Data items

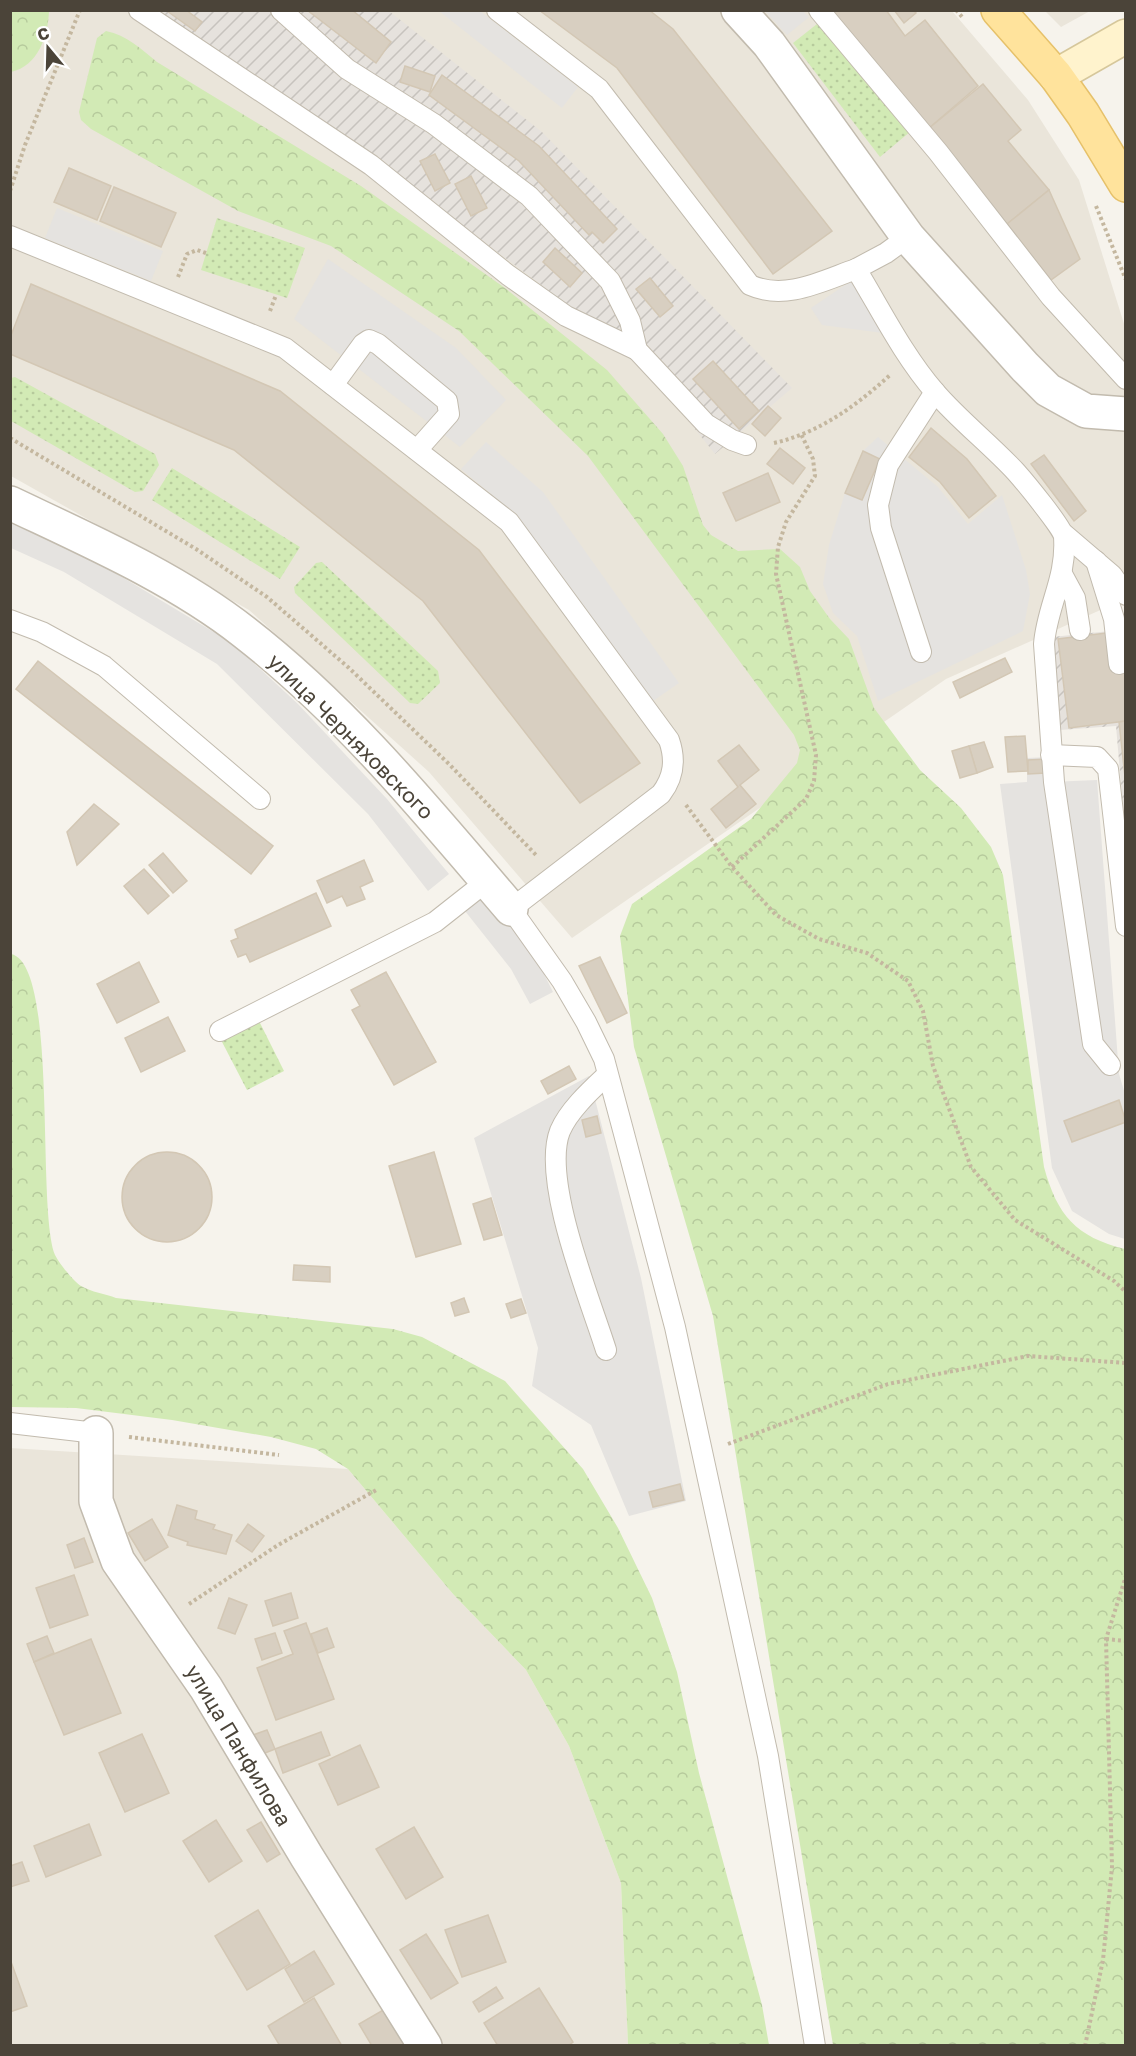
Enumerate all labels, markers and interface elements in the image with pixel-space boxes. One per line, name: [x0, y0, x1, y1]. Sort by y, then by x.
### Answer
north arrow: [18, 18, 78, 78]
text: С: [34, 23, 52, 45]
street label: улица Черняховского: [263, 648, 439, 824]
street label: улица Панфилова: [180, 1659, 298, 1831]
==
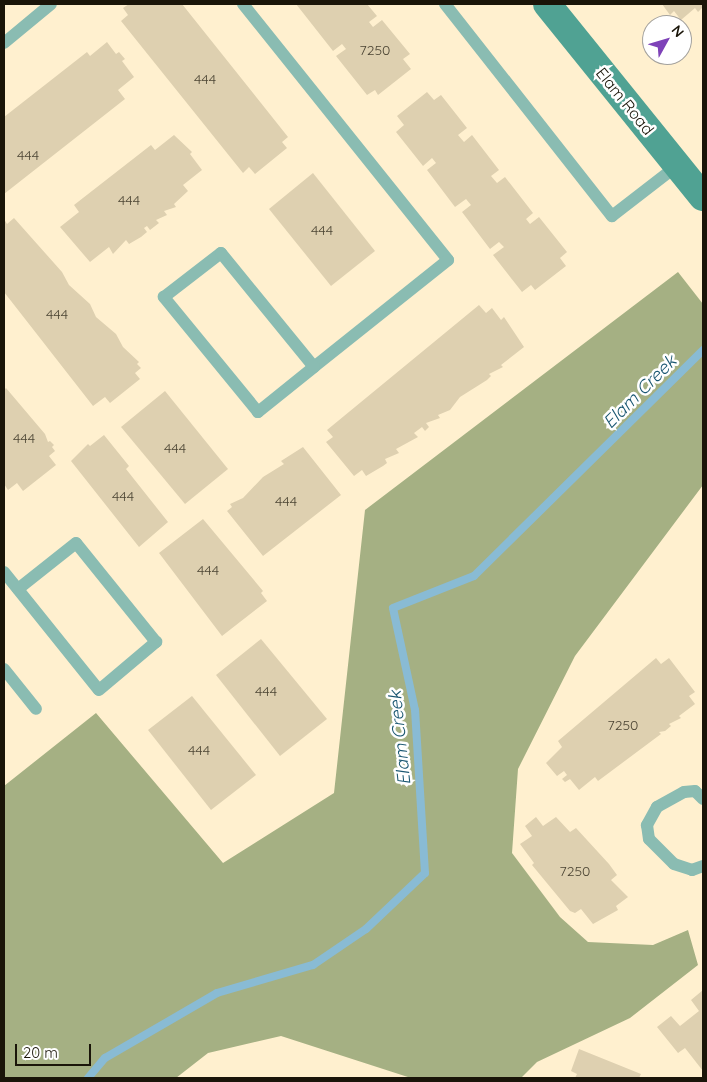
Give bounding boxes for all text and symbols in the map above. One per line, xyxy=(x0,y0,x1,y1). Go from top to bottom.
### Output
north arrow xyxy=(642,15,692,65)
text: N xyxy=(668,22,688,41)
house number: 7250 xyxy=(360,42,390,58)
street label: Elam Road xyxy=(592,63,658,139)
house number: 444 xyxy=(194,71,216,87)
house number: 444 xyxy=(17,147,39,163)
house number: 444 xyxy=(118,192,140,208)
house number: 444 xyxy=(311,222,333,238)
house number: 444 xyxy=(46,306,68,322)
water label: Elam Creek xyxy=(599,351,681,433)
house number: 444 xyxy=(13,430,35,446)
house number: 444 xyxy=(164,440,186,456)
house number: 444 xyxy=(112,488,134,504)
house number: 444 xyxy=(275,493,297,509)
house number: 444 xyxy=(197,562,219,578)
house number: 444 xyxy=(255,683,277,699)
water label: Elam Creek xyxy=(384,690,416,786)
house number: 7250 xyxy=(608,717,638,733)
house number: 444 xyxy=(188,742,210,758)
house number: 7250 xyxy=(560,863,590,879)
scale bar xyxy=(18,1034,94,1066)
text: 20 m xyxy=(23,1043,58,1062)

● Task directions: Filter the records above down to the lines that hold the string "boxes".

● Reply:
Enumerate all labels, markers and interface elements in the image with pixel-space boxes. One per line, name: [x0, y0, x1, y1]. Sort by y, then by x.
Give bounding boxes for all text and symbols in the map above. One per line, xyxy=(x0,y0,x1,y1). Go from top to bottom.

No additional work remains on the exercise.